# TASK GOAL:
Where does the word "list" occur in the entries below? Copy every line that has it.

==== EXERCISE INPUTS ====

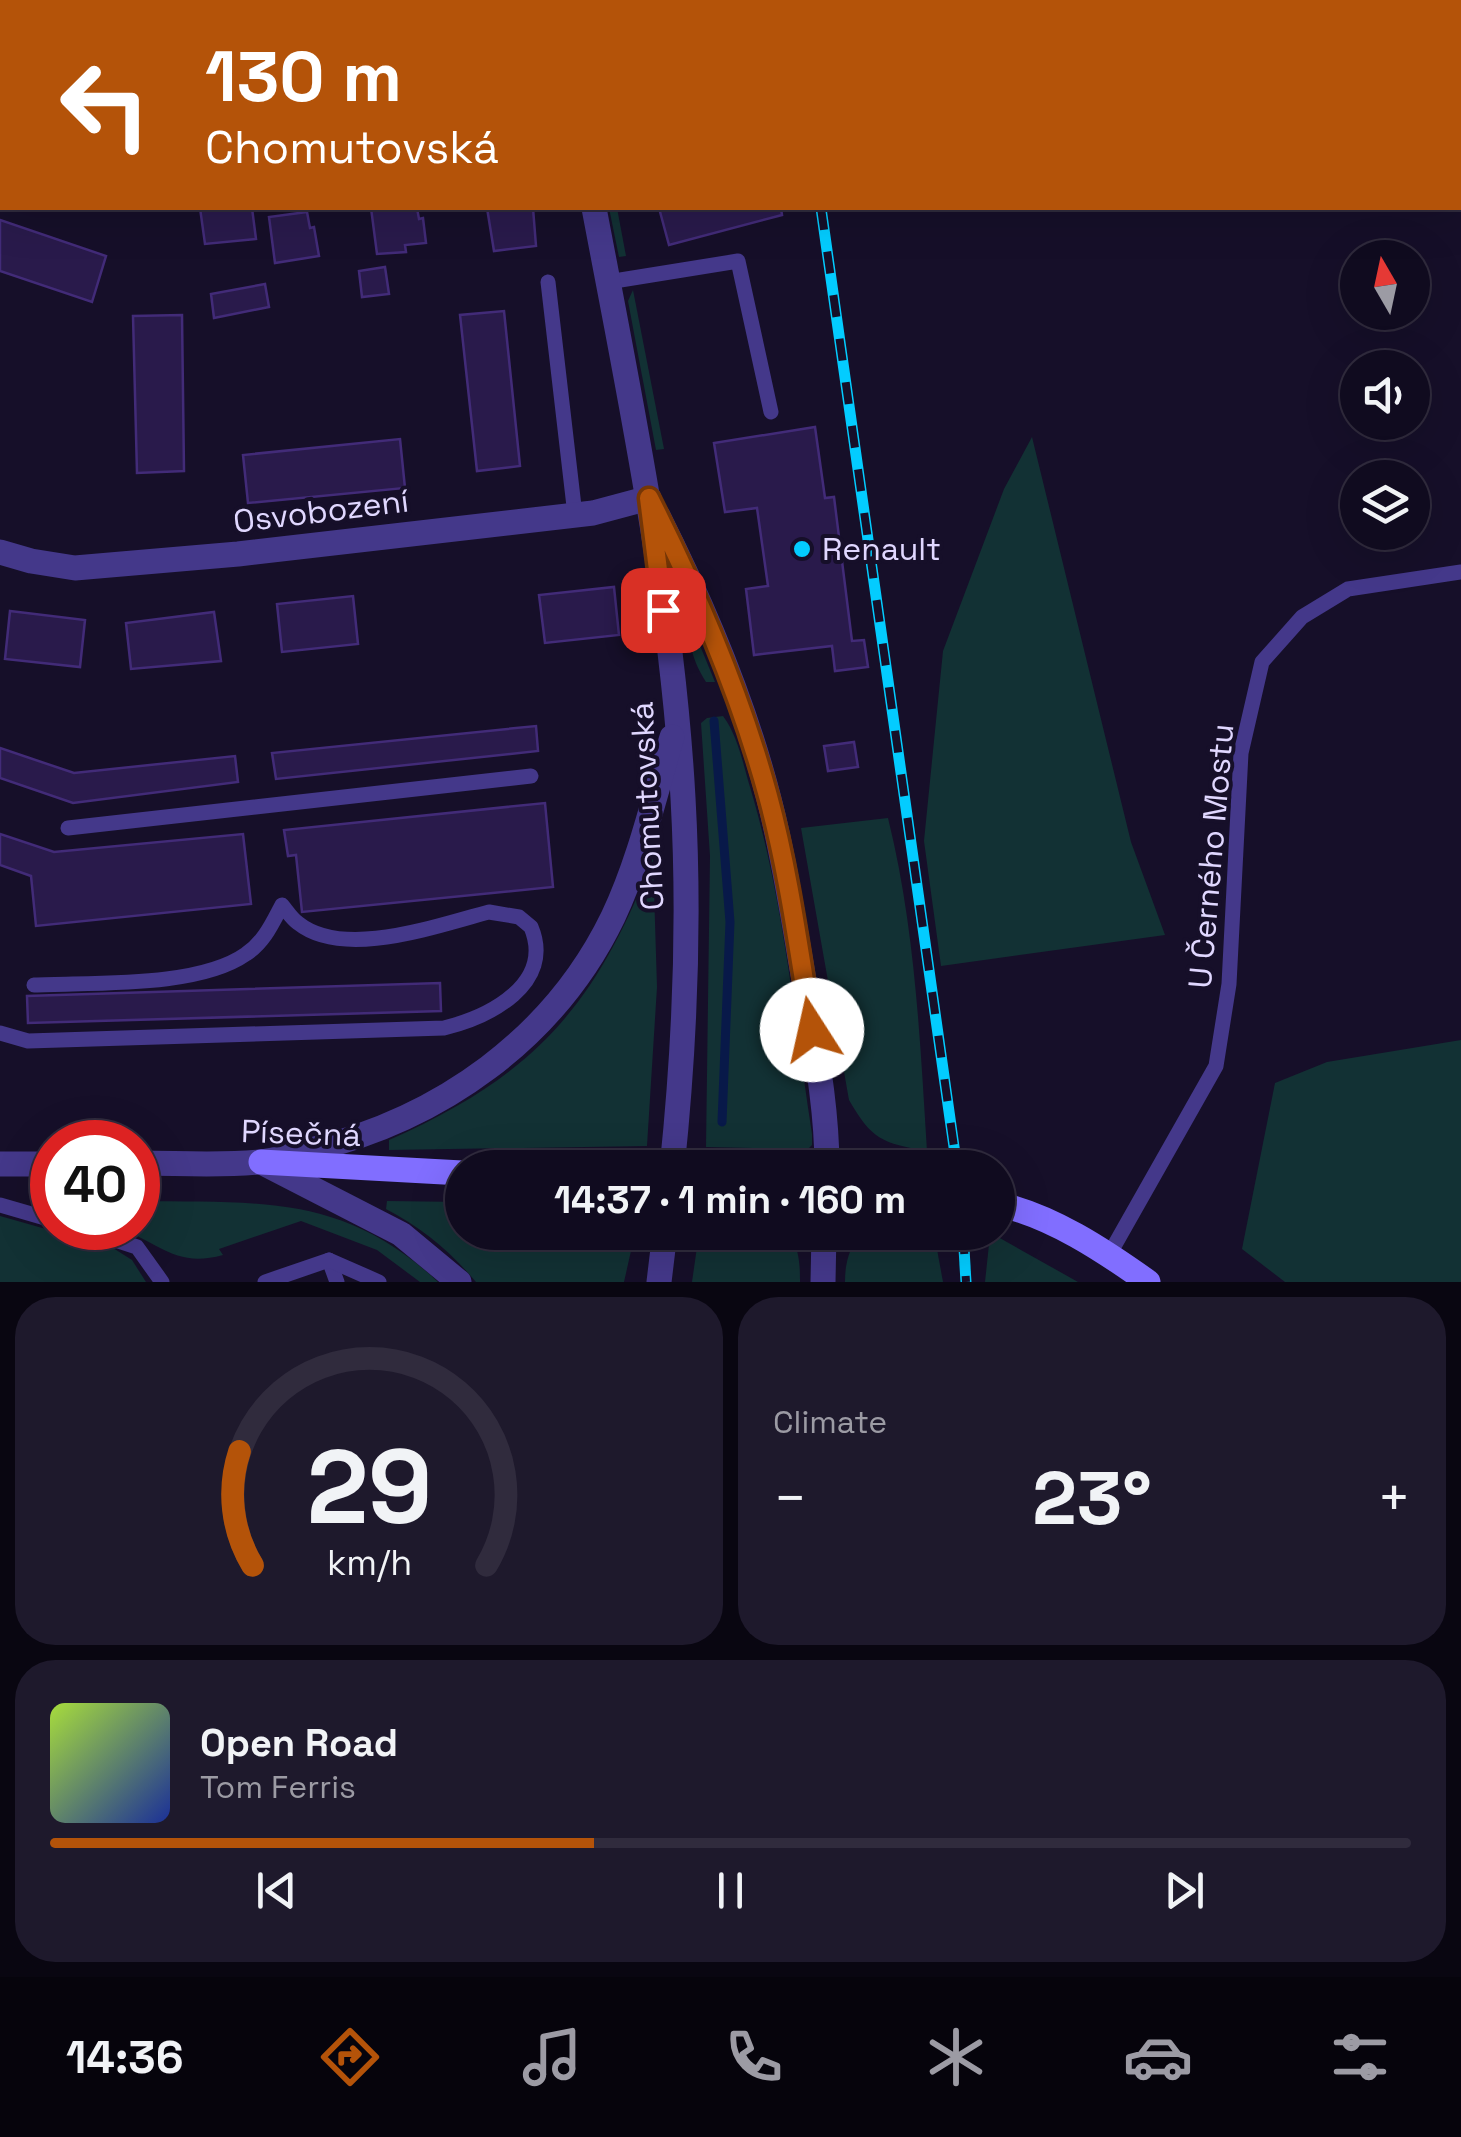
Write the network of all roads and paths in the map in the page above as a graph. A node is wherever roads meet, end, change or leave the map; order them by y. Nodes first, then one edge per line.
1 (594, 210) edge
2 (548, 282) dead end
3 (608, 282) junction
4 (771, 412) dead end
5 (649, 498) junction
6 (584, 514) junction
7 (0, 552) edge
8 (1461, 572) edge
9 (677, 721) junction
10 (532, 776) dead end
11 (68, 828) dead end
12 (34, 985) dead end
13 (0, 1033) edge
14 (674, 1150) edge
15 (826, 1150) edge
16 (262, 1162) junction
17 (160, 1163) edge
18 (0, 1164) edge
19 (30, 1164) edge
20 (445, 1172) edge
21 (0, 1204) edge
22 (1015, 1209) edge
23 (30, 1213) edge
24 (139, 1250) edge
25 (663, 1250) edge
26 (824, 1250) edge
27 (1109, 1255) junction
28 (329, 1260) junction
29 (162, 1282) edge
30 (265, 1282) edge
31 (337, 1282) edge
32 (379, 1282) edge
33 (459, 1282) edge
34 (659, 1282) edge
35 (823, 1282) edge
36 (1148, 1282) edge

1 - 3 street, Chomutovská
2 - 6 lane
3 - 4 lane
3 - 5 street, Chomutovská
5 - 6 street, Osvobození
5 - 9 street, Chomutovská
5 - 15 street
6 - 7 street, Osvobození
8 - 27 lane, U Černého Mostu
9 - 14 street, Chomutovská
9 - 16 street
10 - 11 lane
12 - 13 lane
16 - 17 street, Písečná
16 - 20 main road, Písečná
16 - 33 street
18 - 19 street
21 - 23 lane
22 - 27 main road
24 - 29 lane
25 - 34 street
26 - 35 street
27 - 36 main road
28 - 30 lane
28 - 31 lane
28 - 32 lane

====
==== EXERCISE INPUTS ====

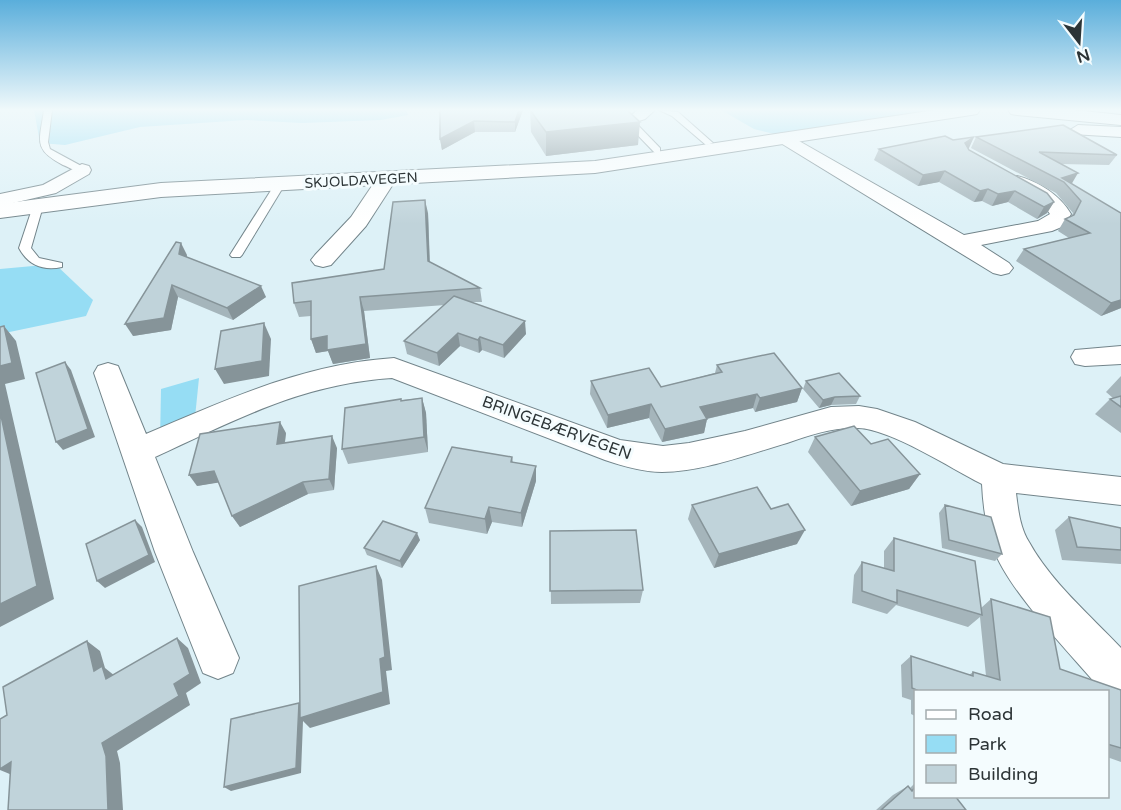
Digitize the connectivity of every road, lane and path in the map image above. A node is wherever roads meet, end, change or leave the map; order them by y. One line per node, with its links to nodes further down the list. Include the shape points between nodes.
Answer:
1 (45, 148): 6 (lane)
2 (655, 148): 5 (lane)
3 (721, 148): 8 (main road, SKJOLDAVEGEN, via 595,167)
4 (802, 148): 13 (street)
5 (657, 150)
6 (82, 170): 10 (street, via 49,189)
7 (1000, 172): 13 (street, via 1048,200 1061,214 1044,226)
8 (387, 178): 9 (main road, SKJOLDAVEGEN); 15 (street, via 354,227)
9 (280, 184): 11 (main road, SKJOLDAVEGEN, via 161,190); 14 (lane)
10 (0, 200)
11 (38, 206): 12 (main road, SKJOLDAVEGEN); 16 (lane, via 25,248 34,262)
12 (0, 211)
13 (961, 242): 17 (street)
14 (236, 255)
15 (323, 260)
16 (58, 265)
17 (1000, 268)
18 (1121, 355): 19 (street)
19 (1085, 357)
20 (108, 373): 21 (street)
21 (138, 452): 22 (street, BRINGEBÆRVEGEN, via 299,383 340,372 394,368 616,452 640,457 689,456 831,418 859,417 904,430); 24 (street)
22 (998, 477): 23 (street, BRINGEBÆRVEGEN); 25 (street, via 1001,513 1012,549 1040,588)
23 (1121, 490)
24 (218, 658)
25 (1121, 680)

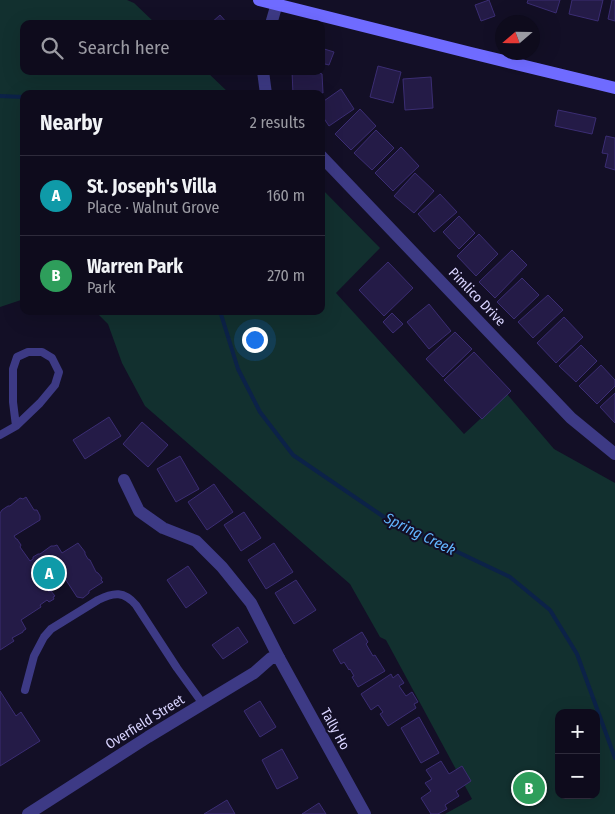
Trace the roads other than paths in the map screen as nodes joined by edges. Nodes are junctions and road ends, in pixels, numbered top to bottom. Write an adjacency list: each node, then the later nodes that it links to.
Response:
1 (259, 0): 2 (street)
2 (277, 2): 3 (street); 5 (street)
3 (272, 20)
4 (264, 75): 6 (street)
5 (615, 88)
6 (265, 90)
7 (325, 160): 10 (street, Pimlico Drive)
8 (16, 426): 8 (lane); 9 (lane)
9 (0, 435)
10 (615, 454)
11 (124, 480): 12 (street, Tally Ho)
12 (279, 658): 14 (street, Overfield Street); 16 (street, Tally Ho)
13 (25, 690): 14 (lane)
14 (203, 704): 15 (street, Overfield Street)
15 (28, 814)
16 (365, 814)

====

# WRITTEN ANSWER:
Digitize the connectivity of every road, lane and path in the map image above. A node is wherever roads meet, end, change or leave the map; order them by y. One line per node, with its links to nodes further down the list. Include the shape points between nodes.
Trace the roads other than paths in the map screen as nodes joined by edges. Nodes are junctions and road ends, in pixels, numbered top to bottom. Write an adjacency list: each node, then the later nodes that it links to.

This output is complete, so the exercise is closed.